START MATERIAL FOR THE TASK

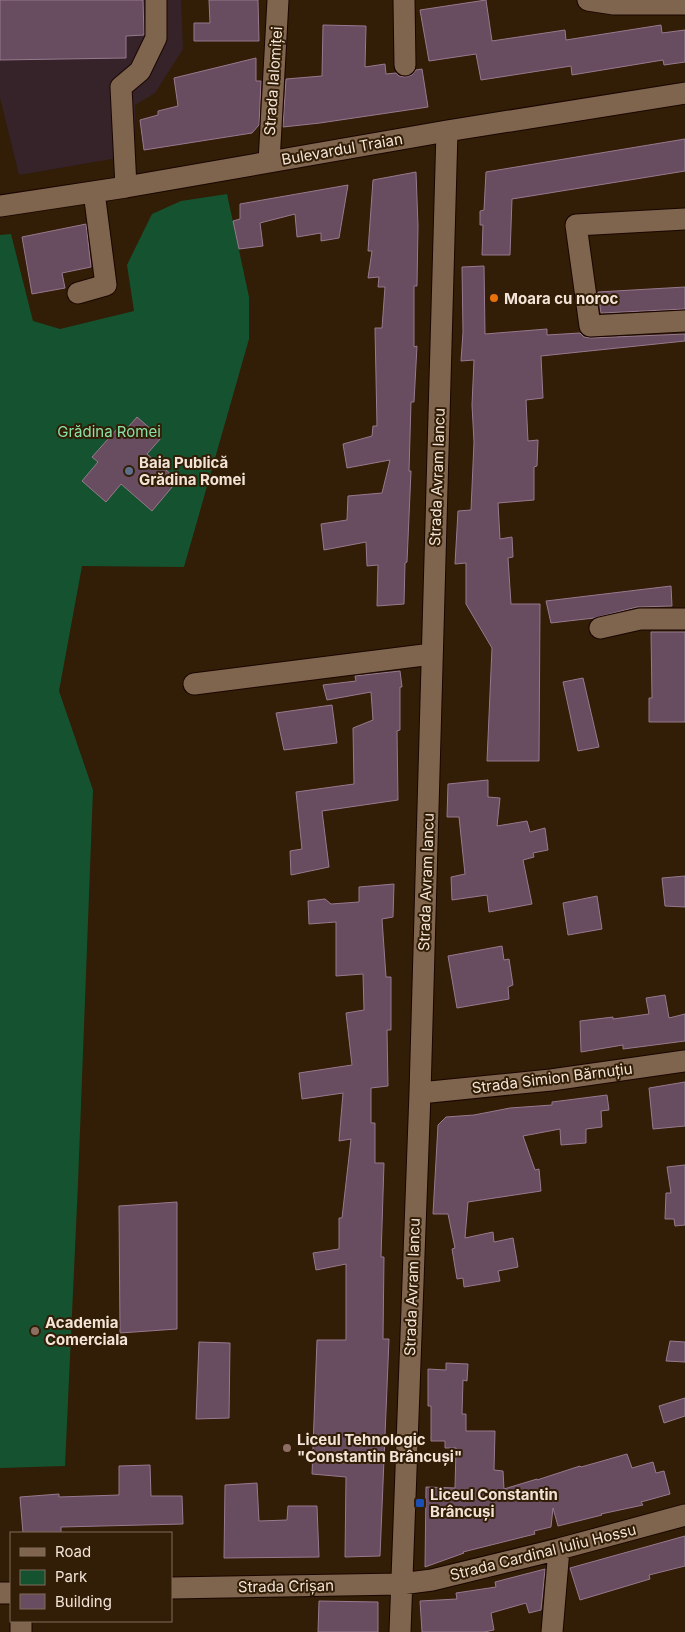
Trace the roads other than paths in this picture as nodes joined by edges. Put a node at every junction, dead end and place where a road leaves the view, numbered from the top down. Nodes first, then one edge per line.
1 (156, 0) edge
2 (278, 0) edge
3 (404, 0) edge
4 (588, 0) edge
5 (615, 2) edge
6 (685, 4) edge
7 (406, 65) dead end
8 (685, 93) edge
9 (447, 132) junction
10 (269, 162) junction
11 (126, 187) junction
12 (94, 192) junction
13 (0, 206) edge
14 (685, 219) edge
15 (78, 292) dead end
16 (685, 322) edge
17 (685, 619) edge
18 (600, 628) dead end
19 (432, 654) junction
20 (194, 684) dead end
21 (685, 1062) edge
22 (420, 1094) junction
23 (685, 1514) edge
24 (559, 1549) junction
25 (401, 1584) junction
26 (172, 1588) edge
27 (400, 1632) edge
28 (552, 1632) edge

1 - 11 street
2 - 10 street, Strada Ialomiței
3 - 7 street
4 - 5 street
5 - 6 street
8 - 9 street, Bulevardul Traian
9 - 10 street, Bulevardul Traian
9 - 19 street, Strada Avram Iancu
10 - 11 street, Bulevardul Traian
11 - 12 street, Bulevardul Traian
12 - 13 street, Bulevardul Traian
12 - 15 street
14 - 16 street
17 - 18 street
19 - 20 street
19 - 22 street, Strada Avram Iancu
21 - 22 street, Strada Simion Bărnuțiu
22 - 25 street, Strada Avram Iancu
23 - 24 street, Strada Cardinal Iuliu Hossu
24 - 25 street, Strada Cardinal Iuliu Hossu
24 - 28 street
25 - 26 street, Strada Crișan
25 - 27 street, Strada Avram Iancu

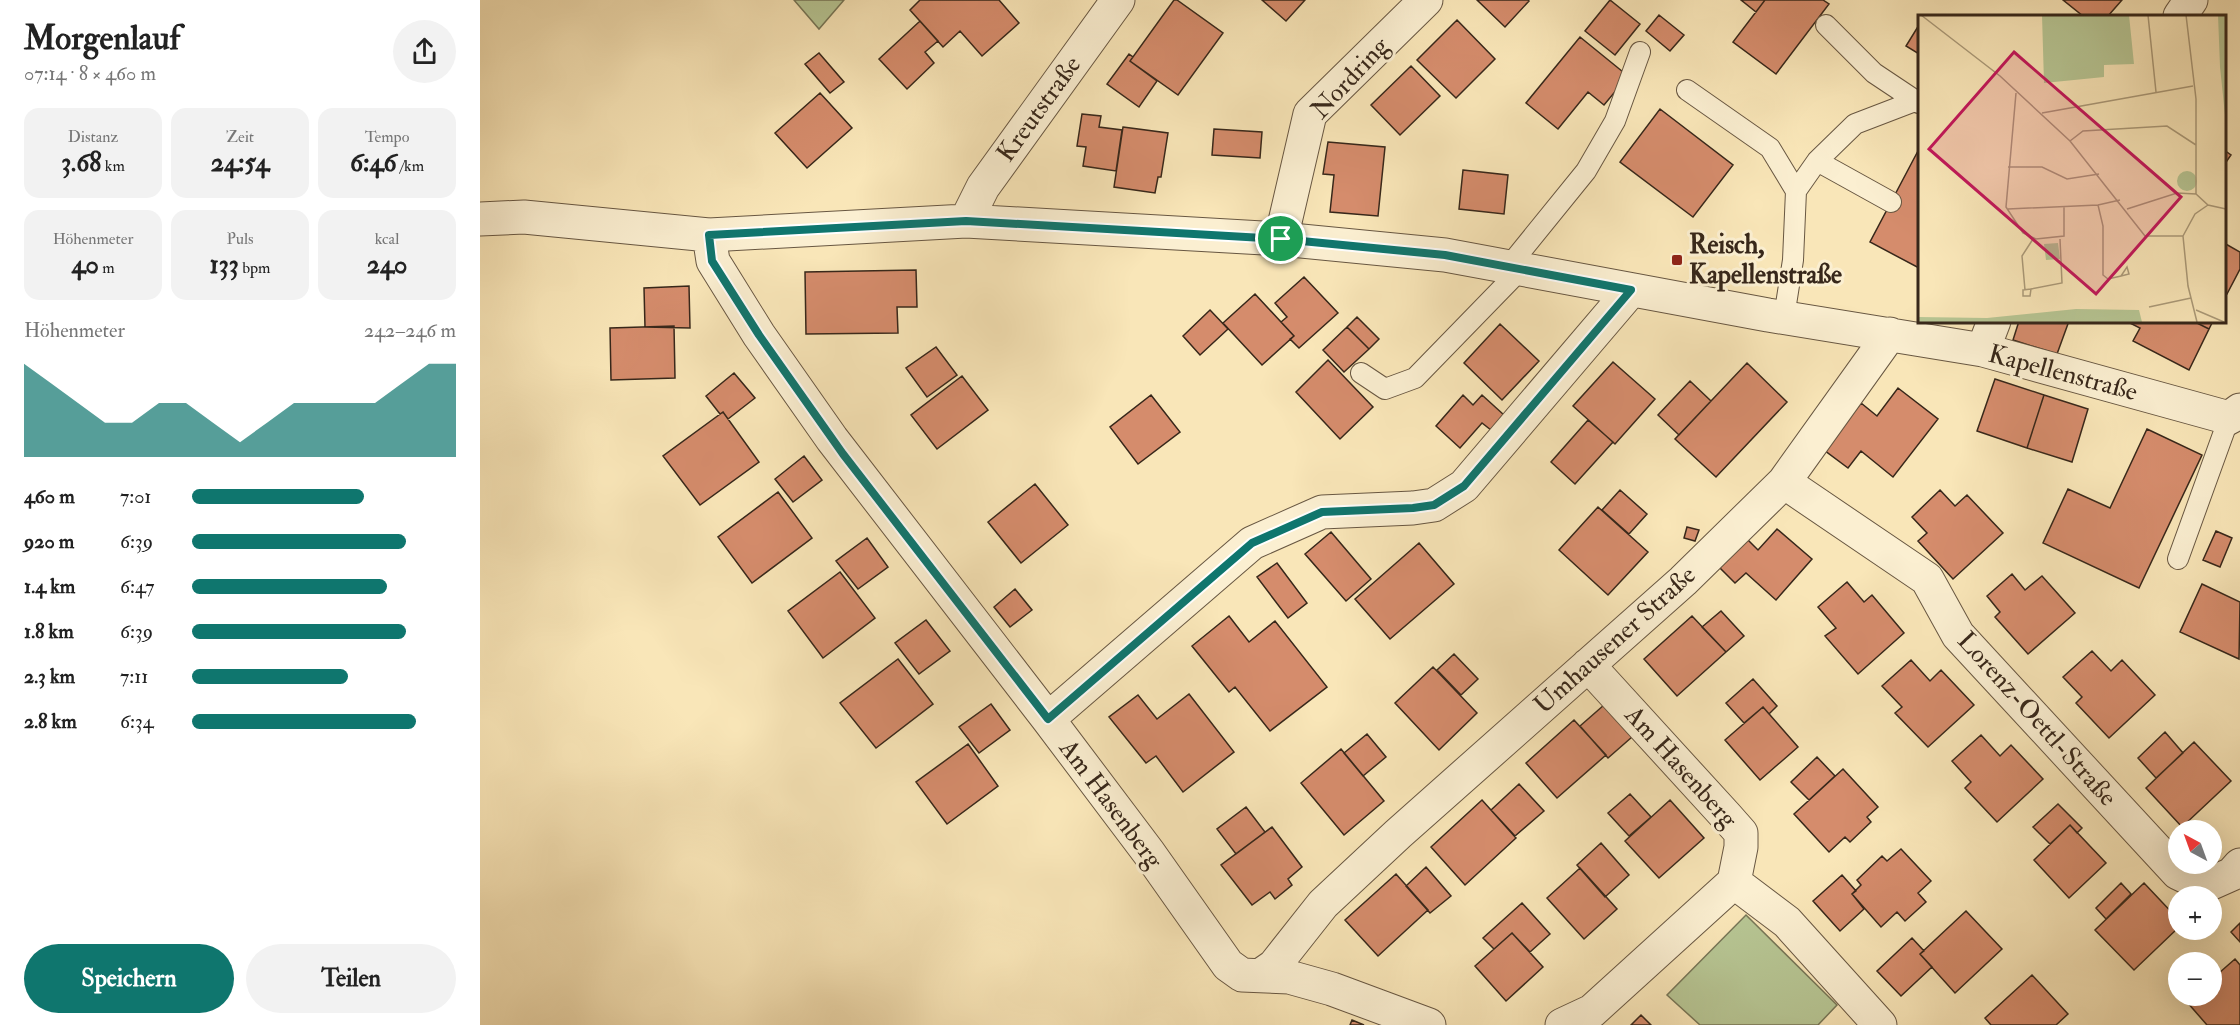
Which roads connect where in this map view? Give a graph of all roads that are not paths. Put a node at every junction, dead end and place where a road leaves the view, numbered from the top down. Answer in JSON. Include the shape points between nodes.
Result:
{"nodes":[{"id":1,"x":1118,"y":0,"type":"edge"},
{"id":2,"x":1426,"y":0,"type":"edge"},
{"id":3,"x":2191,"y":0,"type":"edge"},
{"id":4,"x":2181,"y":15,"type":"edge"},
{"id":5,"x":1826,"y":25,"type":"dead end"},
{"id":6,"x":1640,"y":52,"type":"dead end"},
{"id":7,"x":1687,"y":90,"type":"dead end"},
{"id":8,"x":1917,"y":102,"type":"edge"},
{"id":9,"x":1817,"y":161,"type":"junction"},
{"id":10,"x":1796,"y":191,"type":"junction"},
{"id":11,"x":1891,"y":202,"type":"dead end"},
{"id":12,"x":480,"y":219,"type":"edge"},
{"id":13,"x":966,"y":221,"type":"junction"},
{"id":14,"x":709,"y":235,"type":"junction"},
{"id":15,"x":1281,"y":239,"type":"junction"},
{"id":16,"x":1515,"y":267,"type":"junction"},
{"id":17,"x":1631,"y":290,"type":"junction"},
{"id":18,"x":1784,"y":317,"type":"junction"},
{"id":19,"x":1890,"y":334,"type":"junction"},
{"id":20,"x":1988,"y":335,"type":"edge"},
{"id":21,"x":1361,"y":373,"type":"dead end"},
{"id":22,"x":2234,"y":414,"type":"edge"},
{"id":23,"x":1784,"y":482,"type":"junction"},
{"id":24,"x":2178,"y":559,"type":"dead end"},
{"id":25,"x":1588,"y":665,"type":"junction"},
{"id":26,"x":1048,"y":719,"type":"junction"},
{"id":27,"x":2240,"y":865,"type":"edge"},
{"id":28,"x":1734,"y":882,"type":"junction"},
{"id":29,"x":1310,"y":919,"type":"junction"},
{"id":30,"x":1261,"y":975,"type":"junction"},
{"id":31,"x":1332,"y":989,"type":"junction"},
{"id":32,"x":1566,"y":1024,"type":"edge"},
{"id":33,"x":1429,"y":1025,"type":"edge"},
{"id":34,"x":1880,"y":1025,"type":"edge"}],
"edges":[{"from":1,"to":13,"type":"street","name":"Kreutstraße","via":[[983,187]]},
{"from":2,"to":15,"type":"street","name":"Nordring","via":[[1310,114]]},
{"from":3,"to":4,"type":"street"},
{"from":5,"to":8,"type":"lane","via":[[1874,73]]},
{"from":6,"to":16,"type":"lane","via":[[1615,121],[1586,171]]},
{"from":7,"to":10,"type":"lane","via":[[1770,148]]},
{"from":8,"to":9,"type":"lane","via":[[1855,124]]},
{"from":9,"to":10,"type":"lane"},
{"from":9,"to":11,"type":"lane"},
{"from":10,"to":18,"type":"lane","via":[[1793,260]]},
{"from":12,"to":14,"type":"street","name":"Kapellenstraße","via":[[524,218]]},
{"from":13,"to":14,"type":"street","name":"Kapellenstraße"},
{"from":13,"to":15,"type":"street","name":"Kapellenstraße"},
{"from":14,"to":26,"type":"street","name":"Am Hasenberg","via":[[712,261],[759,335],[843,454]]},
{"from":15,"to":16,"type":"street","name":"Kapellenstraße","via":[[1445,255]]},
{"from":16,"to":17,"type":"street","name":"Kapellenstraße"},
{"from":16,"to":21,"type":"lane","via":[[1415,378],[1385,389]]},
{"from":17,"to":18,"type":"street","name":"Kapellenstraße"},
{"from":17,"to":26,"type":"street","via":[[1464,486],[1434,505],[1322,512],[1252,543]]},
{"from":18,"to":19,"type":"street","name":"Kapellenstraße"},
{"from":19,"to":20,"type":"street","name":"Kapellenstraße"},
{"from":19,"to":23,"type":"street","name":"Umhausener Straße"},
{"from":20,"to":22,"type":"street","name":"Kapellenstraße"},
{"from":22,"to":24,"type":"lane"},
{"from":23,"to":25,"type":"street","name":"Umhausener Straße"},
{"from":23,"to":27,"type":"street","name":"Lorenz-Oettl-Straße","via":[[1927,579],[1958,635],[2178,873],[2205,886],[2232,874]]},
{"from":25,"to":28,"type":"street","name":"Am Hasenberg","via":[[1740,833]]},
{"from":25,"to":29,"type":"street","name":"Umhausener Straße","via":[[1398,834]]},
{"from":26,"to":30,"type":"street","name":"Am Hasenberg","via":[[1228,966],[1242,975]]},
{"from":28,"to":32,"type":"street","via":[[1592,1011]]},
{"from":28,"to":34,"type":"street","via":[[1786,922]]},
{"from":29,"to":30,"type":"street","name":"Umhausener Straße","via":[[1274,966]]},
{"from":29,"to":31,"type":"street","via":[[1311,952],[1318,971]]},
{"from":30,"to":31,"type":"street","name":"Am Hasenberg"},
{"from":31,"to":33,"type":"street","name":"Am Hasenberg"}]}
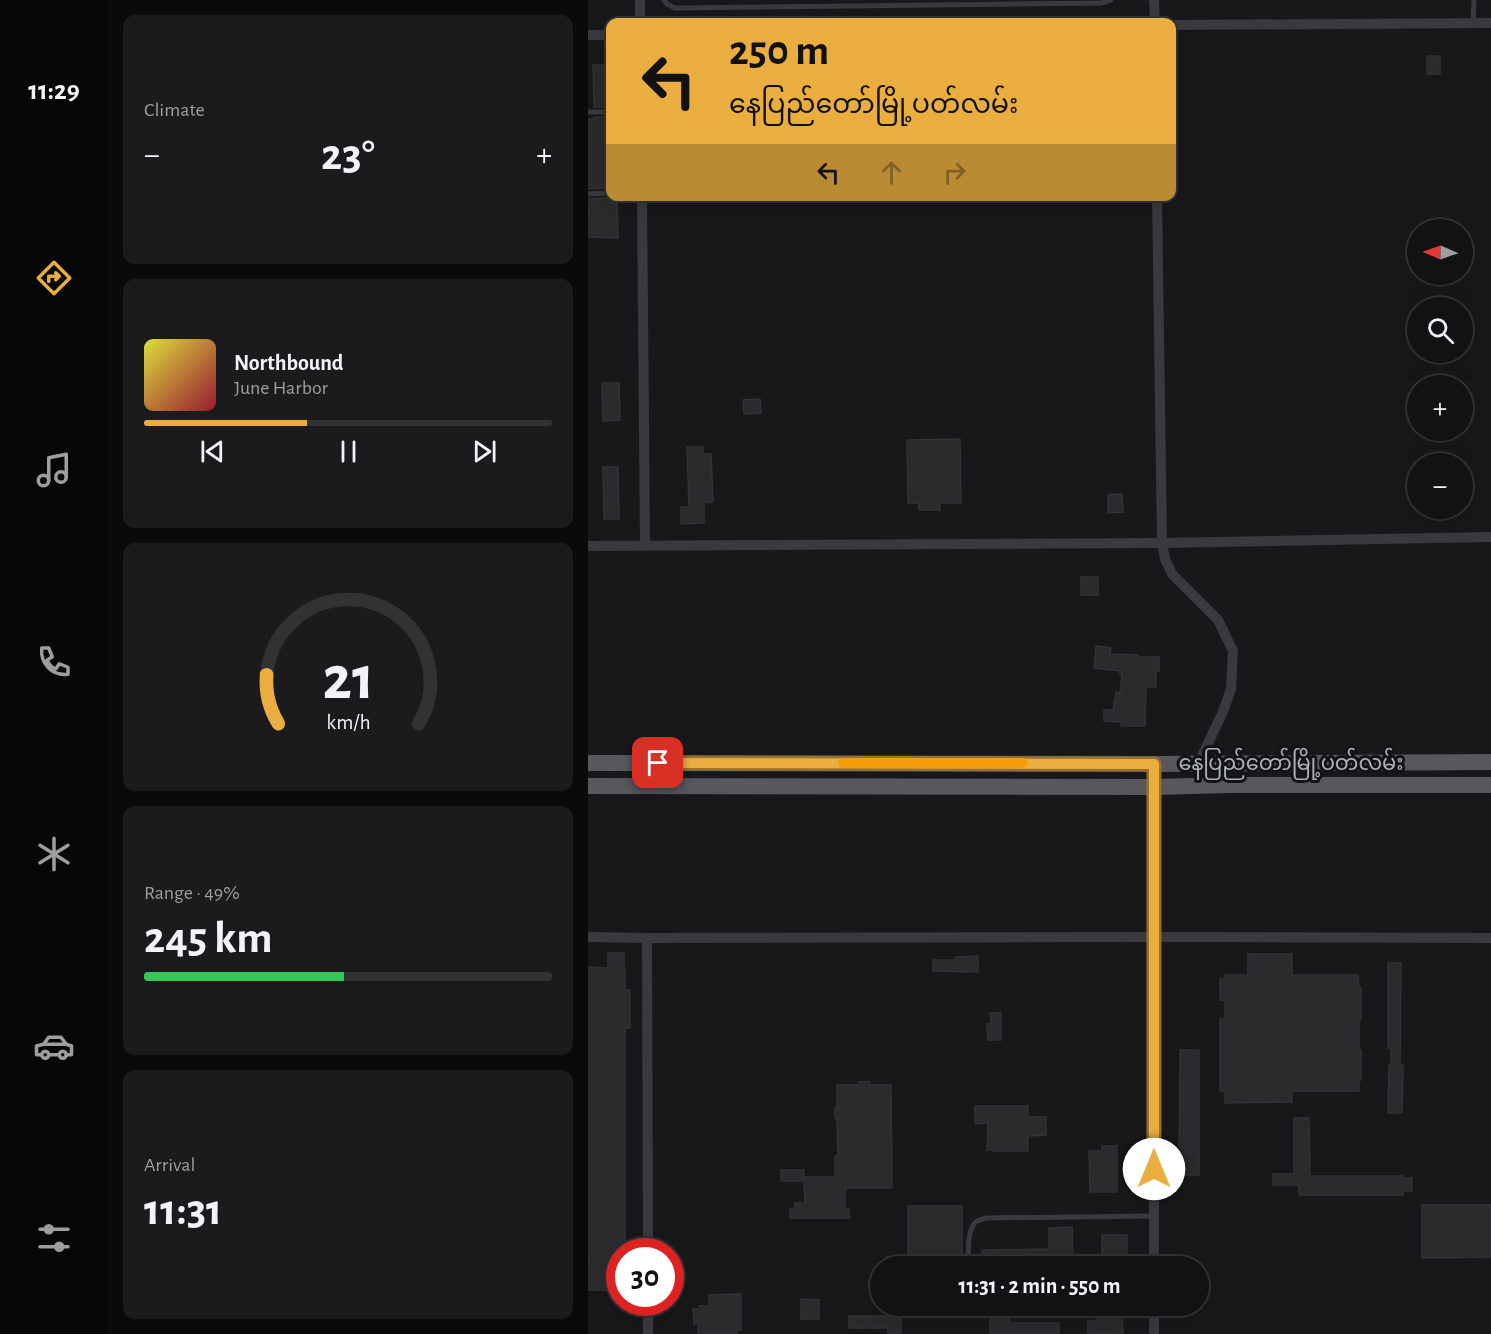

END MATERIAL FOR THE TASK

- _WORK TASK_: Determine how many lines above contain "lane" as a word or string. Give the number alone.

- _SOLUTION TO THIS EXERCISE_: 9